Overview
The UCB1 Algorithm is described in the provided evidence as an Upper Confidence Bound multi-armed bandit algorithm used to orchestrate simulation tests. In the verification flow, the available virtual sequences are treated like bandit "arms" or slot machines, and the algorithm selects which sequence to run based on rewards observed in previous trials. Its goal is to maximize and speed up functional coverage while still trying sequences that have not been used often enough to rule out high payoff potential.
Role in a MAB-based verification flow
In the cited UVM-based verification methodology, the framework first selects a set of K virtual sequences, defines coverage properties, and defines a reward function. UCB1 then controls execution of those virtual sequences during simulation. Based on collected rewards, the multi-armed-bandit selection process chooses one virtual sequence to apply to the design under test and gathers coverage data as the observed payoff; a scoreboard checks for functional specification violations during simulation.
The evidence describes the following operating assumptions for this use:
- each sequence has an unknown reward distribution and unknown expected reward;
- rewards from successive plays of the same sequence are assumed independent;
- rewards across different sequences are also assumed independent;
- only one virtual sequence runs in each round;
- the selected virtual sequence runs uncontrolled, with no reseeding or parameter tuning;
- a non-selected sequence remains frozen and contributes no reward while idle.
Selection rule
The UCB1 procedure in the evidence is:
- Run each of the K virtual sequences once for M cycles to initialize its mean payoff.
- For each later trial
t, select the sequenceawith the largest upper-confidence estimate, combining the sequence's current mean rewardQ(a)with an uncertainty term that depends onlog(t)and the number of times that sequence has been played,N_a. - Observe the reward for the selected sequence and update that sequence's mean reward.
The uncertainty term is what drives exploration. When a sequence is selected, N_a increases and its uncertainty decreases. When other sequences are selected, t increases while N_a for the idle sequence does not, so the idle sequence's uncertainty grows. The logarithm makes these increases smaller over time. As a result, all sequences are eventually selected, while sequences with consistently better rewards are exploited more often.
Reward and coverage use
In the cited verification framework, rewards are derived from coverage progress. The framework measures how many active coverage bins a sequence hits during a trial. For example, if four bins remain active and a sequence hits three of them at least once in a trial, it receives a reward of 3/4. Rewards are in the range [0, 1].
The evidence also notes a practical issue near the end of simulation: when only hard-to-hit corner-case bins remain, a useful sequence may hit only one bin out of many active bins, producing a very small reward. To make learning more effective in this case, the reward function is renormalized in [0, 1] using a logarithmic transformation that boosts small rewards and compresses large ones.
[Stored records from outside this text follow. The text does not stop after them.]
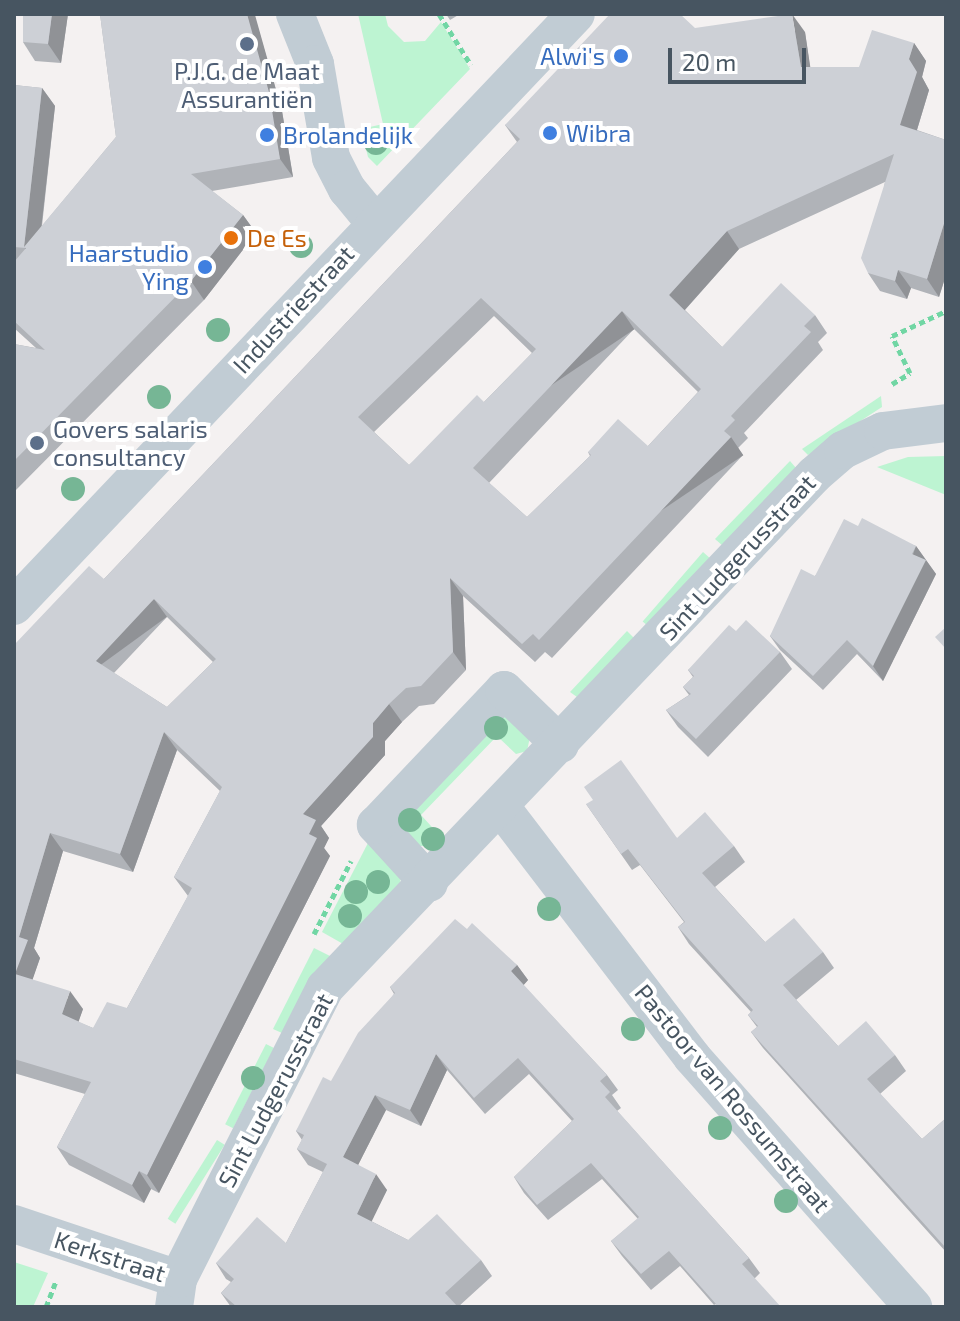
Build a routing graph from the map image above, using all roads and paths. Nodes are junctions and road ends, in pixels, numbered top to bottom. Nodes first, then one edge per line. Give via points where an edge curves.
1 (295, 14) edge
2 (439, 14) edge
3 (576, 14) edge
4 (493, 99) junction
5 (374, 222) junction
6 (946, 423) edge
7 (14, 606) edge
8 (560, 744) junction
9 (501, 807) junction
10 (429, 883) junction
11 (14, 1224) edge
12 (176, 1293) edge
13 (913, 1307) edge

1 - 5 street via 315,64 331,158 347,189
2 - 4 path
3 - 4 street, Industriestraat
4 - 5 street, Industriestraat
5 - 7 street, Industriestraat
6 - 8 street, Sint Ludgerusstraat via 883,431 833,458
8 - 9 street, Sint Ludgerusstraat
8 - 10 street via 504,690 376,825
9 - 10 street, Sint Ludgerusstraat
9 - 13 street, Pastoor van Rossumstraat via 692,1057
10 - 12 street, Sint Ludgerusstraat via 325,988
11 - 12 street, Kerkstraat

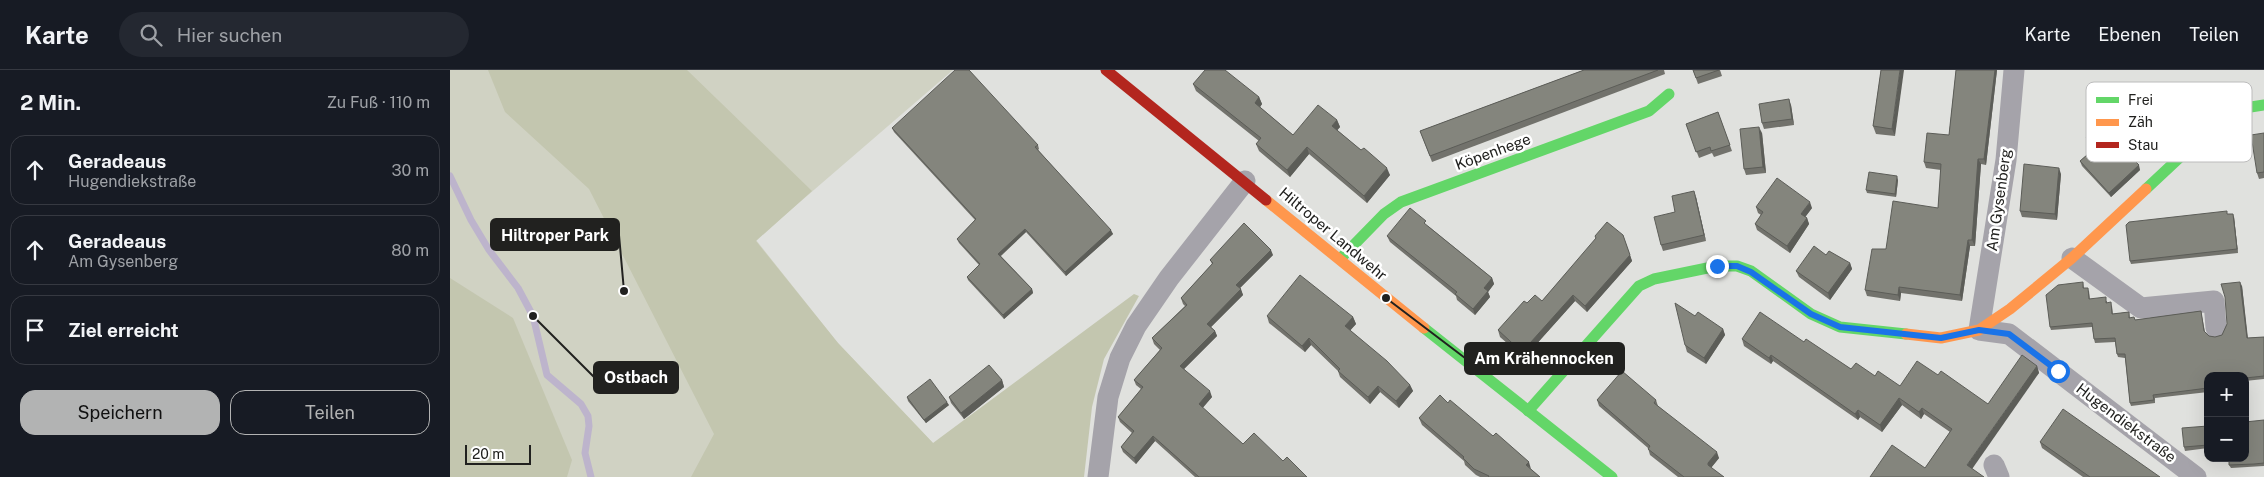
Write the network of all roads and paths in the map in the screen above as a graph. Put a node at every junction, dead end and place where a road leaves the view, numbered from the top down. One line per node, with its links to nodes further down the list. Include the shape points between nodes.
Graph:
1 (1106, 70): 5 (street, Hiltroper Landwehr)
2 (2014, 70): 9 (street, Am Gysenberg, via 2006,160)
3 (1669, 94): 7 (street, Köpenhege, via 1648,111 1401,202 1384,214)
4 (2175, 162): 6 (street)
5 (1245, 181): 7 (street, Hiltroper Landwehr); 11 (street, via 1164,286 1136,326 1120,358 1108,396)
6 (2072, 258): 8 (street, via 2141,308 2214,301); 9 (street)
7 (1340, 259): 10 (street, Hiltroper Landwehr)
8 (2216, 328)
9 (1979, 330): 10 (street, via 1941,338 1840,327 1811,314 1751,272 1737,266 1717,266 1654,279 1639,286); 13 (street, Hugendiekstraße, via 2009,334)
10 (1528, 411): 12 (street, Hiltroper Landwehr)
11 (1098, 477)
12 (1612, 477)
13 (2196, 477)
Example application: RISC-V instruction fetch verification
The cited work applies the methodology to the instruction fetch unit of a RISC-V superscalar processor. The instruction fetch unit is connected to the rest of the processor through four interfaces. During simulation, each interface is driven by a distinct test sequence, and a virtual sequence contains four sequences total, one per interface. The test sequences are generated by independent constrained-random generators customized by parameters that model event probabilities.
To limit the search space, the methodology constrains each parameter to at most three values and selects K = 40 virtual sequences randomly from the available choices. Coverage goals are then defined using functional coverpoints and bins. In the cited experiment, coverpoints are considered fully covered when each bin has been hit at least 100 times.
Reported results
The evidence compares random selection of the same 40 virtual sequences against the MAB framework using UCB1 and the proposed reward function. Random selection was run for 5000 trials across five seeds and reached coverage between 82% and 91%. For each seed, the UCB1-based framework was then measured by how many trials it needed to reach the same coverage level.
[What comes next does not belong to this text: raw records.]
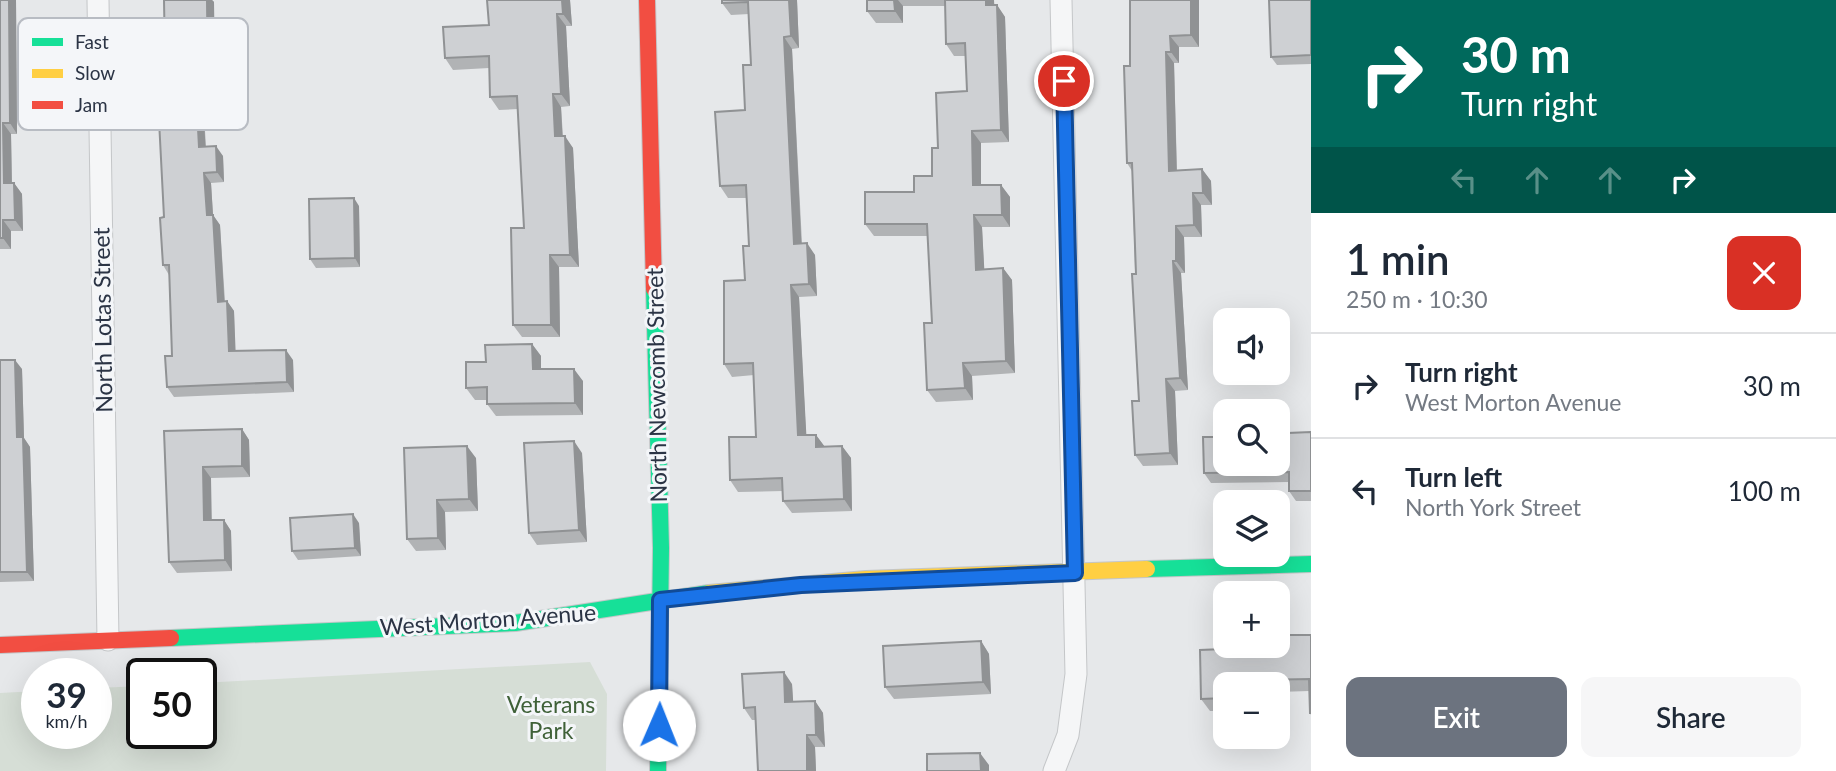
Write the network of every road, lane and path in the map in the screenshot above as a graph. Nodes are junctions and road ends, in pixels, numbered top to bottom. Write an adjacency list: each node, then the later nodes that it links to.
1 (98, 0): 4 (street, North Lotas Street)
2 (647, 0): 8 (main road, North Newcomb Street)
3 (1061, 0): 7 (street)
4 (98, 18)
5 (100, 130): 9 (street, North Lotas Street)
6 (1311, 564): 7 (main road, West Morton Avenue)
7 (1075, 573): 8 (main road, West Morton Avenue); 12 (street)
8 (660, 600): 9 (main road, West Morton Avenue); 11 (main road, North Newcomb Street)
9 (108, 640): 10 (main road, West Morton Avenue)
10 (0, 645)
11 (658, 771)
12 (1054, 771)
Reported results show that UCB1 reached the same coverage much faster: 1507, 1945, 2372, 1525, and 2590 trials for the five seeds, averaging 1988 trials versus 5000 random trials. The evidence summarizes this as about a 2× reduction in the number of trials needed to reach the same coverage goal, with average savings of 60% in the table.
When allowed to run for the same 5000 trials as random selection, UCB1 reached 88% to 96% coverage across the five seeds. The evidence cautions that UCB1 does not improve the inherent quality of the selected sequence set; instead, it identifies the sequence set's coverage potential more quickly than traditional random application.
Practical interpretation
For constrained-random verification, UCB1 is useful when many candidate virtual sequences exist and their coverage effectiveness is initially unknown. It learns which sequences contribute more coverage and schedules them more often, while still periodically exploring low-use sequences. This makes it suitable for accelerating functional coverage closure without changing the sequence set itself.